The Return on Investment of Good UX


There’s a conversation that plays out in boardrooms constantly. Someone proposes investing in better user experience design. Someone else asks what the return on investment would be. And then the conversation stalls, because the UX advocate can’t put a dollar figure on it.

This is frustrating, because the data is actually pretty clear. Good UX pays for itself — often many times over. The trick is knowing where to look.

The Numbers Don’t Lie

Forrester Research has been studying the business impact of UX for over a decade. Their analysis consistently shows that every dollar invested in UX design returns between $10 and $100. The wide range depends on the industry, the starting point, and how well the design changes are implemented. But even at the low end, a 10:1 return is exceptional by any investment standard.

Here’s how it works in practice. A confusing checkout process causes cart abandonment. Fixing it increases conversions. A poorly designed onboarding flow causes new users to churn. Improving it increases retention. A frustrating internal tool causes employees to waste time on workarounds. Redesigning it increases productivity.

None of these improvements are theoretical. They’re measurable, and companies that measure them consistently find that the returns justify the investment.

Cart Abandonment: The Obvious Example

E-commerce provides the clearest illustration. The average cart abandonment rate across industries sits around 70%, according to the Baymard Institute. That means for every ten customers who add something to their cart, seven leave without buying.

Baymard has also catalogued the reasons. A complex checkout process. Unexpected shipping costs. Required account creation. Poor mobile experience. Lack of trust signals. Every single one of these is a UX problem.

Fixing even a few of them can move the needle significantly. Baymard’s research suggests that the average large e-commerce site can increase conversions by 35% through better checkout design alone. For a business doing a million dollars in annual online sales, that’s $350,000 in additional revenue from design changes — not marketing spend, not new products, just making the existing purchase process less annoying.

Beyond E-Commerce

The ROI of good UX extends well beyond online shopping. Consider these scenarios:

SaaS products. User onboarding is the single biggest predictor of long-term retention. If a new user can’t figure out how to get value from your product within the first session, they’re likely gone forever. Companies that invest in guided onboarding, clear interface design, and helpful tooltips see dramatically higher retention rates.
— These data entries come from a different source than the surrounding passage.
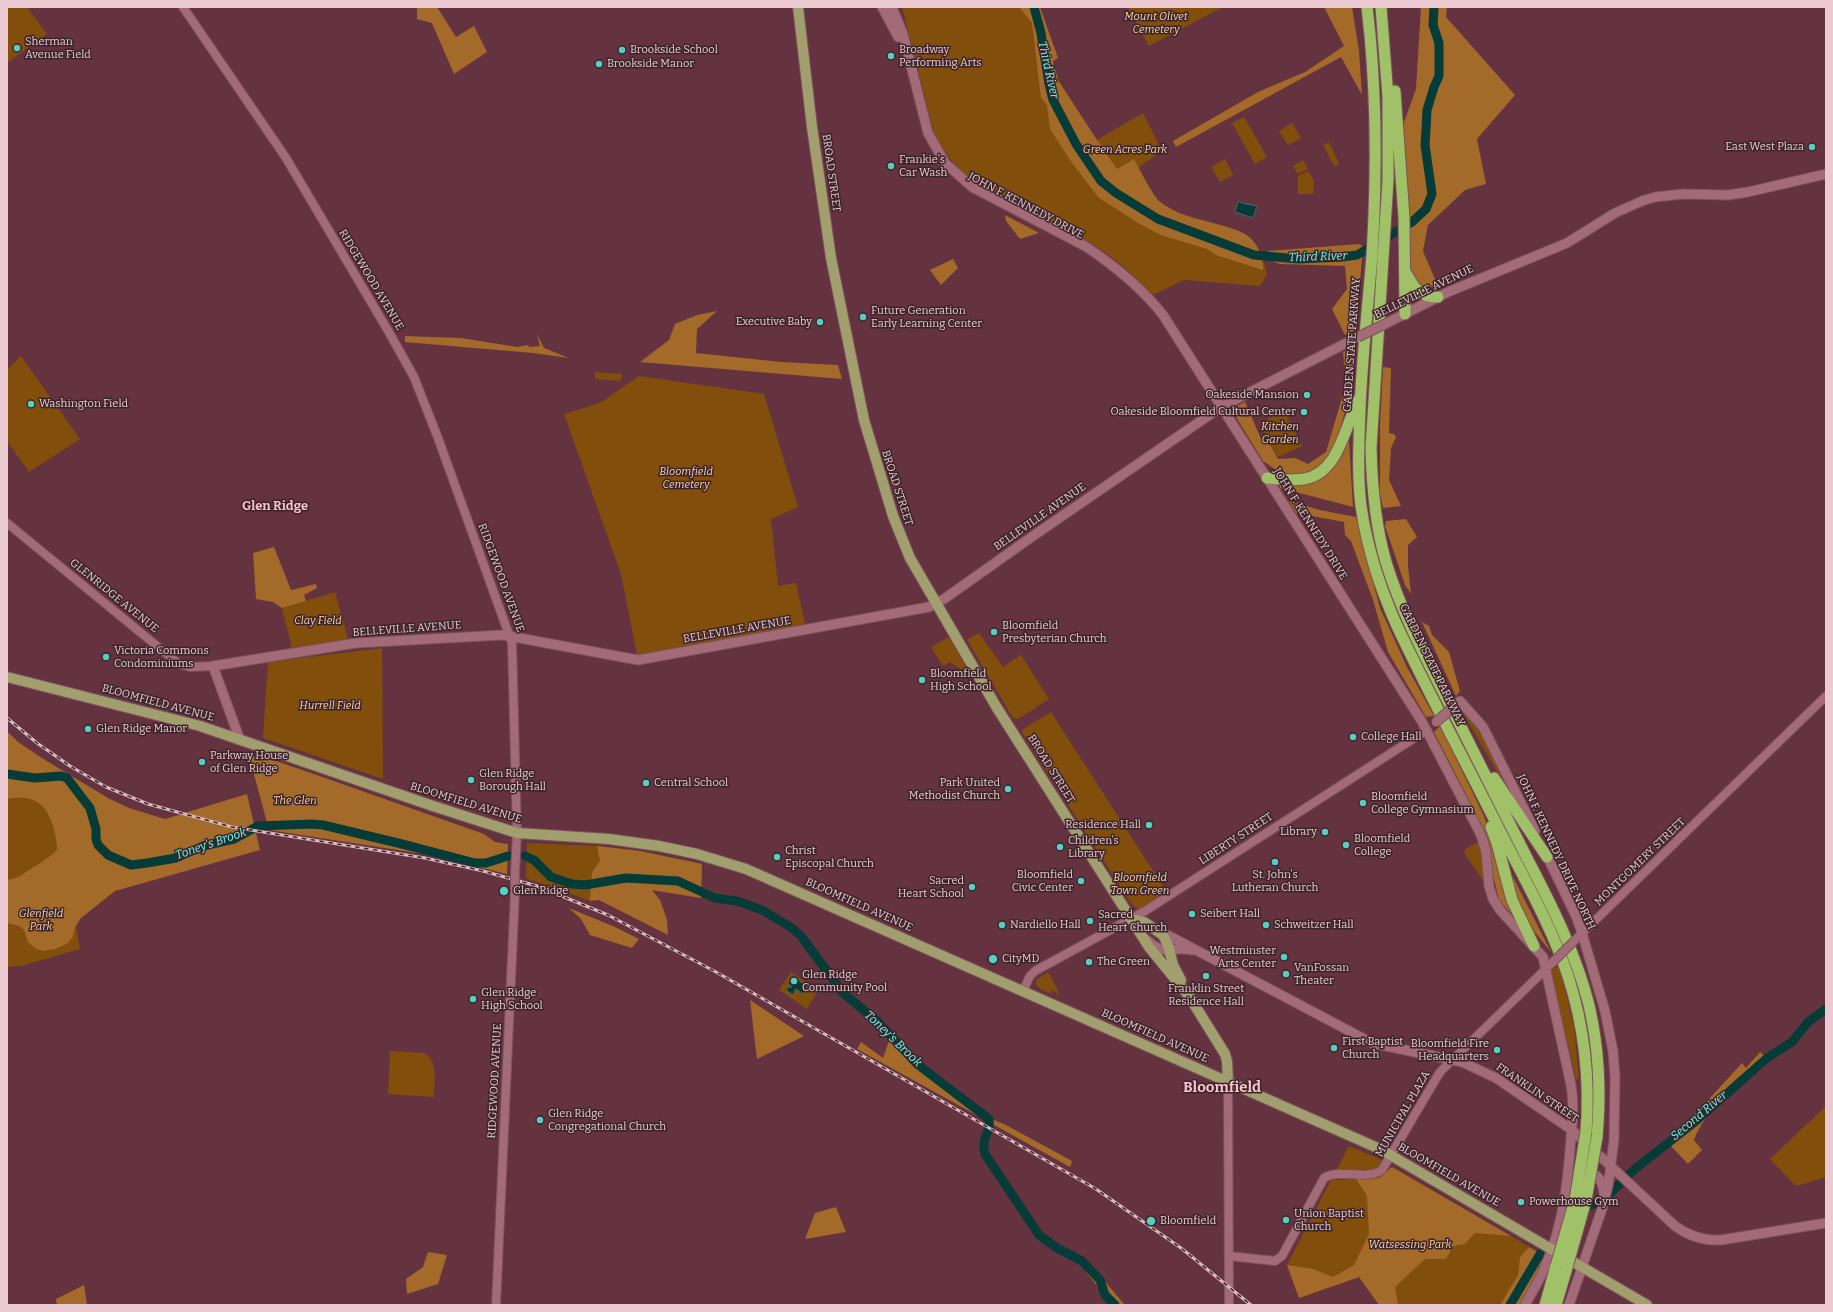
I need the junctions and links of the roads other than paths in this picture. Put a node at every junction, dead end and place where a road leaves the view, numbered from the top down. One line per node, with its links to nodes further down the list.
1 (183, 7): 22 (street, RIDGEWOOD AVENUE)
2 (798, 7): 21 (main road, BROAD STREET)
3 (882, 7): 10 (main road)
4 (887, 7): 10 (main road, JOHN F. KENNEDY DRIVE)
5 (892, 7): 11 (main road, JOHN F. KENNEDY DRIVE)
6 (899, 7): 11 (main road)
7 (1366, 7): 17 (highway, GARDEN STATE PARKWAY)
8 (1382, 7): 26 (highway, GARDEN STATE PARKWAY)
9 (1385, 7): 13 (highway)
10 (904, 54): 16 (main road, JOHN F. KENNEDY DRIVE)
11 (913, 73): 16 (main road, JOHN F. KENNEDY DRIVE)
12 (1826, 174): 14 (main road, BELLEVILLE AVENUE)
13 (1405, 272): 14 (highway); 15 (highway)
14 (1438, 297): 15 (main road, BELLEVILLE AVENUE)
15 (1405, 314): 18 (main road, BELLEVILLE AVENUE, bridge)
16 (1173, 331): 18 (main road, JOHN F. KENNEDY DRIVE)
17 (1360, 396): 19 (highway); 27 (highway, GARDEN STATE PARKWAY)
18 (1221, 407): 19 (main road, JOHN F. KENNEDY DRIVE); 21 (main road, BELLEVILLE AVENUE)
19 (1267, 478): 28 (main road, JOHN F. KENNEDY DRIVE)
20 (7, 523): 23 (street, GLENRIDGE AVENUE)
21 (936, 604): 22 (main road, BELLEVILLE AVENUE); 32 (main road, BROAD STREET)
22 (511, 636): 23 (main road, BELLEVILLE AVENUE); 30 (street, RIDGEWOOD AVENUE)
23 (213, 666): 29 (main road)
24 (7, 677): 29 (main road, BLOOMFIELD AVENUE)
25 (1826, 696): 35 (street, MONTGOMERY STREET)
26 (1456, 703): 28 (main road, LIBERTY STREET, bridge); 31 (highway); 31 (main road, JOHN F. KENNEDY DRIVE NORTH); 53 (highway, GARDEN STATE PARKWAY, bridge)
27 (1439, 711): 36 (highway); 53 (highway, GARDEN STATE PARKWAY, bridge)
28 (1427, 730): 32 (street, LIBERTY STREET); 36 (main road, JOHN F. KENNEDY DRIVE)
29 (240, 740): 30 (main road, BLOOMFIELD AVENUE)
30 (517, 833): 40 (main road, BLOOMFIELD AVENUE); 54 (street, RIDGEWOOD AVENUE, bridge)
31 (1547, 857): 35 (main road, JOHN F. KENNEDY DRIVE NORTH)
32 (1131, 919): 33 (main road, BROAD STREET); 34 (main road, BROAD STREET); 40 (street, LIBERTY STREET)
33 (1158, 930): 37 (main road, BROAD STREET); 38 (main road, FRANKLIN STREET)
34 (1142, 936): 37 (main road, FRANKLIN STREET); 41 (main road, BROAD STREET)
35 (1579, 936): 39 (street, MONTGOMERY STREET, bridge); 46 (main road, JOHN F. KENNEDY DRIVE NORTH)
36 (1534, 946): 39 (main road, JOHN F. KENNEDY DRIVE)
37 (1170, 951): 38 (main road, FRANKLIN STREET); 41 (main road, BROAD STREET)
38 (1196, 951): 42 (main road, FRANKLIN STREET)
39 (1546, 968): 42 (street, MONTGOMERY STREET); 44 (main road, JOHN F. KENNEDY DRIVE)
40 (1023, 991): 43 (main road, BLOOMFIELD AVENUE)
41 (1192, 1001): 43 (main road, BROAD STREET)
42 (1452, 1060): 44 (main road, FRANKLIN STREET); 45 (street, MUNICIPAL PLAZA)
43 (1228, 1081): 45 (main road, BLOOMFIELD AVENUE); 51 (street)
44 (1572, 1130): 46 (main road, FRANKLIN STREET); 48 (main road, JOHN F. KENNEDY DRIVE)
45 (1392, 1155): 50 (main road, BLOOMFIELD AVENUE); 51 (street, MUNICIPAL PLAZA)
46 (1611, 1167): 47 (main road, JOHN F. KENNEDY DRIVE NORTH); 49 (main road, FRANKLIN STREET)
47 (1606, 1188): 48 (main road); 52 (main road, JOHN F. KENNEDY DRIVE NORTH)
48 (1564, 1200): 50 (main road)
49 (1826, 1223)
50 (1551, 1249): 52 (main road, BLOOMFIELD AVENUE); 56 (main road)
51 (1229, 1256): 55 (street)
52 (1581, 1267): 59 (main road, JOHN F. KENNEDY DRIVE NORTH); 60 (main road, BLOOMFIELD AVENUE)
53 (1561, 1269): 57 (highway, GARDEN STATE PARKWAY); 58 (highway, GARDEN STATE PARKWAY)
54 (496, 1305)
55 (1229, 1305)
56 (1525, 1305)
57 (1545, 1305)
58 (1556, 1305)
59 (1569, 1305)
60 (1647, 1305)

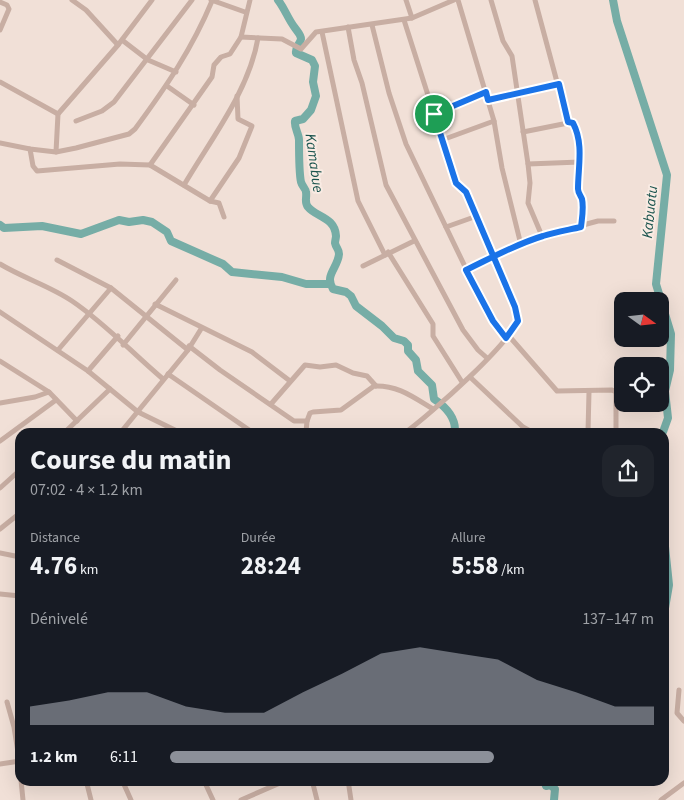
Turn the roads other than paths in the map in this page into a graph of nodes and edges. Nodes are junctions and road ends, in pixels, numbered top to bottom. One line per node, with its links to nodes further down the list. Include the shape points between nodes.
1 (72, 0): 21 (street, via 86,10)
2 (152, 0): 20 (street)
3 (192, 0): 22 (street)
4 (212, 0): 11 (street); 23 (street, via 198,36)
5 (250, 0): 11 (street)
6 (406, 0): 12 (street)
7 (456, 0): 12 (street); 27 (street)
8 (491, 0): 28 (street, via 503,41 512,56)
9 (535, 0): 25 (street)
10 (0, 2): 16 (street, via 9,9)
11 (246, 12): 18 (street)
12 (412, 18): 13 (street)
13 (404, 20): 14 (street); 33 (street)
14 (372, 26): 15 (street); 51 (street, via 406,144)
15 (348, 27): 17 (street); 53 (street, via 386,185)
16 (0, 30)
17 (322, 32): 19 (street, via 313,34 301,49 282,39); 55 (street, via 358,201)
18 (241, 37): 19 (street); 31 (street, via 230,54 221,57 214,65 214,74)
19 (258, 38): 29 (street, via 254,62)
20 (122, 40): 21 (street); 22 (street)
21 (118, 45): 32 (street)
22 (148, 60): 23 (street); 34 (street, via 114,102 102,111)
23 (176, 72): 26 (street)
24 (0, 82): 32 (street)
25 (559, 84): 28 (street); 36 (street)
26 (167, 86): 31 (street); 41 (street, via 129,134)
27 (486, 92): 30 (street); 33 (street)
28 (518, 94): 30 (street); 37 (street)
29 (237, 96): 45 (street); 46 (street, via 238,119 252,126 240,158)
30 (488, 100): 35 (street)
31 (194, 104): 44 (street)
32 (58, 114): 41 (street)
33 (434, 114): 38 (street)
34 (76, 120)
35 (494, 122): 38 (street); 54 (street)
36 (568, 122): 37 (street); 42 (street, via 573,123 576,130)
37 (524, 132): 43 (street)
38 (442, 140): 47 (street, via 456,183 465,190)
39 (0, 143): 40 (street)
40 (30, 150): 41 (street); 44 (street, via 37,171 120,164)
41 (56, 152)
42 (580, 162): 43 (street); 50 (street)
43 (528, 164): 52 (street, via 528,203)
44 (150, 165): 45 (street)
45 (184, 185): 46 (street)
46 (210, 201): 48 (street, via 219,203)
47 (477, 216): 51 (street); 56 (street)
48 (224, 217)
49 (614, 221): 50 (street, via 598,221)
50 (581, 227): 52 (street)
51 (446, 228): 60 (street)
52 (542, 236): 54 (street)
53 (414, 241): 55 (street); 73 (street, via 463,330)
54 (521, 245): 56 (street)
55 (387, 254): 59 (street); 80 (street, via 433,324 433,336)
56 (493, 258): 60 (street); 69 (street, via 518,318)
57 (57, 260): 62 (street)
58 (0, 264): 65 (street, via 54,290)
59 (363, 266)
60 (466, 270): 69 (street, via 493,321)
61 (176, 280): 63 (street)
62 (111, 288): 65 (street); 66 (street)
63 (155, 304): 66 (street); 67 (street)
64 (0, 312): 72 (street)
65 (90, 315): 68 (street); 72 (street)
66 (146, 316): 70 (street); 71 (street)
67 (201, 329): 71 (street); 79 (street, via 252,352)
68 (118, 336): 70 (street); 75 (street)
69 (508, 337): 73 (street); 84 (street, via 557,391)
70 (123, 345): 78 (street)
71 (188, 348): 76 (street); 87 (street)
72 (58, 350): 75 (street)
73 (487, 358): 77 (street)
74 (0, 360): 83 (street)
75 (88, 371): 82 (street)
76 (168, 374): 78 (street); 96 (street)
77 (470, 377): 80 (street); 99 (street)
78 (163, 379): 89 (street)
79 (290, 381): 81 (street, via 305,365 336,365 367,376); 87 (street)
80 (462, 382): 88 (street)
81 (376, 386): 88 (street, via 396,388); 91 (street, via 370,387 341,410 310,413)
82 (110, 390): 89 (street); 90 (street)
83 (49, 392): 85 (street); 86 (street, via 35,398)
84 (589, 392): 100 (street); 101 (street, via 616,392)
85 (56, 400): 90 (street); 92 (street)
86 (0, 403)
87 (271, 404): 91 (street, via 294,421)
88 (433, 409): 98 (street)
89 (138, 412): 94 (street); 95 (street)
90 (76, 421): 93 (street)
91 (307, 421): 97 (street)
92 (19, 428)
93 (70, 428)
94 (124, 428)
95 (171, 428)
96 (246, 428)
97 (306, 428)
98 (411, 428)
99 (525, 428)
100 (588, 428)
101 (616, 428)
102 (15, 431): 103 (street)
103 (0, 442)
104 (15, 474): 105 (street)
105 (0, 488)
106 (15, 517): 107 (street)
107 (0, 529)
108 (0, 553): 109 (street)
109 (15, 556)
110 (0, 594): 111 (street)
111 (15, 596)
112 (679, 690): 114 (street, via 677,713)
113 (7, 702): 115 (street)
114 (684, 721)
115 (15, 734)
116 (15, 762): 117 (street)
117 (0, 764)
118 (684, 783): 133 (street)
119 (22, 786): 126 (street)
120 (87, 786): 127 (street)
121 (125, 786): 128 (street)
122 (206, 786): 129 (street)
123 (273, 786): 130 (street)
124 (314, 786): 131 (street)
125 (349, 786): 132 (street)
126 (23, 800)
127 (90, 800)
128 (131, 800)
129 (213, 800)
130 (240, 800)
131 (317, 800)
132 (351, 800)
133 (661, 800)

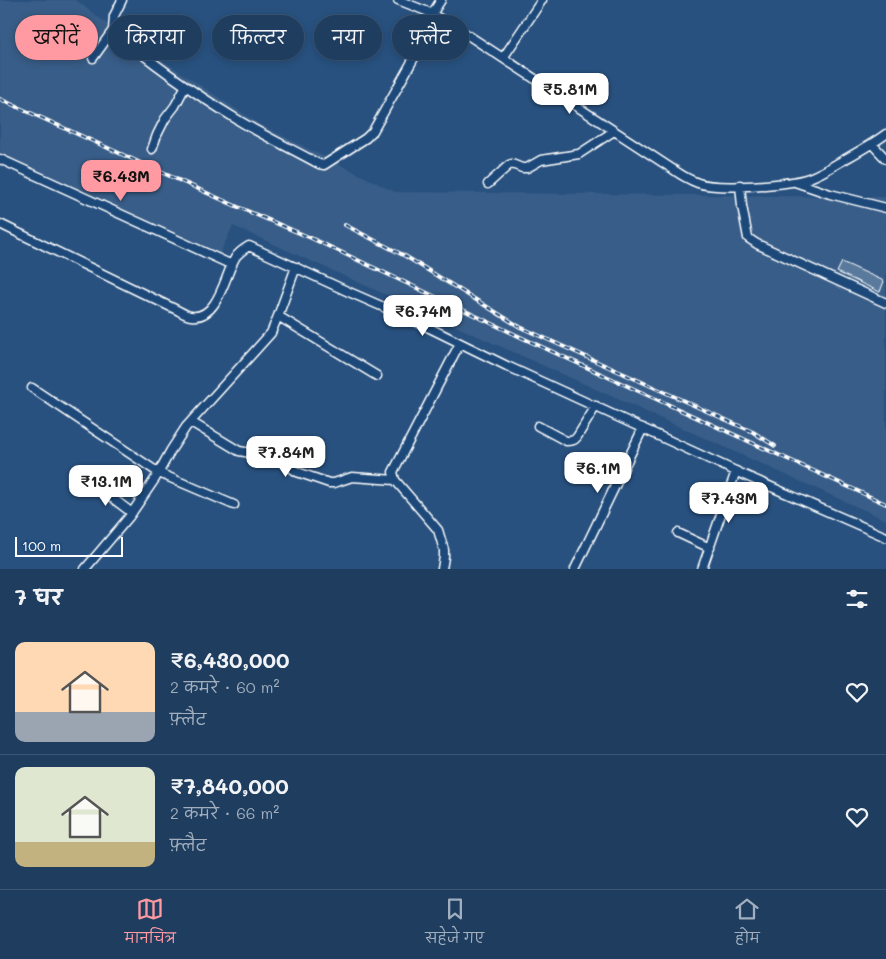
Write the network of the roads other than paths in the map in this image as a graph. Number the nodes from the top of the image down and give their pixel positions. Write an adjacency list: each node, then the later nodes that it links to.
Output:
1 (122, 0): 5 (street)
2 (398, 0): 6 (street)
3 (441, 0): 6 (street)
4 (542, 0): 10 (street)
5 (114, 15)
6 (434, 15)
7 (469, 36): 10 (street)
8 (108, 37): 9 (street)
9 (98, 51)
10 (503, 58): 14 (street)
11 (151, 60): 13 (street)
12 (410, 60): 13 (street)
13 (185, 86): 17 (street)
14 (614, 131): 21 (street); 22 (street)
15 (886, 134): 16 (street)
16 (872, 144): 19 (street); 20 (street)
17 (152, 149)
18 (0, 159): 25 (street)
19 (886, 159)
20 (795, 182): 22 (street); 23 (street)
21 (488, 184)
22 (740, 185): 27 (street)
23 (886, 208)
24 (0, 224): 25 (street)
25 (232, 265): 26 (street)
26 (296, 267): 28 (street); 29 (street)
27 (885, 300)
28 (278, 316): 30 (street); 33 (street)
29 (460, 343): 32 (street); 38 (street)
30 (377, 376)
31 (32, 388): 37 (street)
32 (596, 406): 34 (street); 35 (street)
33 (191, 422): 37 (street); 38 (street)
34 (538, 426)
35 (643, 428): 36 (street); 47 (street)
36 (736, 471): 43 (street); 44 (street)
37 (158, 473): 40 (street); 41 (street)
38 (395, 480): 46 (street)
39 (94, 484): 41 (street)
40 (234, 505)
41 (132, 512): 45 (street)
42 (678, 533): 44 (street)
43 (886, 536)
44 (710, 548): 48 (street)
45 (85, 569)
46 (442, 569)
47 (576, 569)
48 (702, 569)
Internal tools. Most businesses have at least one internal tool that everyone hates. It might be the CRM, the project management system, or the reporting dashboard. When these tools are painful to use, employees find workarounds — spreadsheets, manual processes, or just not using the tool at all. This wastes time and creates data quality issues. A UX overhaul of a critical internal tool can save hundreds of hours per year across a team.

Customer support. A well-designed help centre or FAQ section can deflect a significant percentage of support tickets. Each ticket that doesn’t need to be filed is money saved on support staff time. Self-service options, when designed well, also tend to be preferred by customers who’d rather find the answer themselves than wait in a queue.

Why Companies Underinvest in UX

If the ROI is so strong, why don’t more companies invest? A few reasons.

UX outcomes are distributed. The benefits of good UX show up in multiple metrics — conversion rates, retention, support costs, employee productivity — rather than in a single line item. This makes it harder to attribute improvements directly to the design investment.

The cost of bad UX is invisible. You can see the customers who buy. You can’t easily see the customers who left because your interface was confusing. This makes bad UX a silent revenue killer that’s easy to ignore.

Design is still undervalued in many organisations. Too many companies treat design as decoration — something you add at the end to make things look nice. Real UX work happens at the beginning, shaping the structure and logic of a product before any visual design is applied. Companies that involve designers early in the process get dramatically better outcomes.

Firms specialising in bespoke AI development have noticed this too — AI tools built without user research often end up gathering dust, no matter how technically impressive they are.

How to Make the Case

If you need to justify a UX investment to leadership, here’s the approach that works best:

Start with a specific problem. Don’t pitch “better UX” as an abstract concept. Identify a specific pain point — a checkout step with high drop-off, an onboarding flow with poor completion rates, an internal tool with low adoption — and propose a targeted improvement.

Measure the baseline. Before you change anything, measure the current performance of whatever you’re improving. Conversion rate, time on task, error rate, support tickets — pick the metric that matters most and document where it stands today.

Run a test. Design the improvement, implement it for a subset of users, and compare the results. This gives you concrete data to support further investment.

Calculate the impact. Once you have results, translate them into dollars. A 5% increase in checkout conversions is abstract. An additional $200,000 in annual revenue is concrete.

Invest in What People Touch

Your product, your website, your internal tools — these are the surfaces where people interact with your business every day. Making those interactions smoother, clearer, and more pleasant isn’t a luxury. It’s one of the highest-return investments a business can make.

Good UX doesn’t mean expensive UX. It means thoughtful UX. Sometimes the biggest improvements come from removing a step, simplifying a form, or clarifying a label. Small changes, big returns. That’s the story the data keeps telling.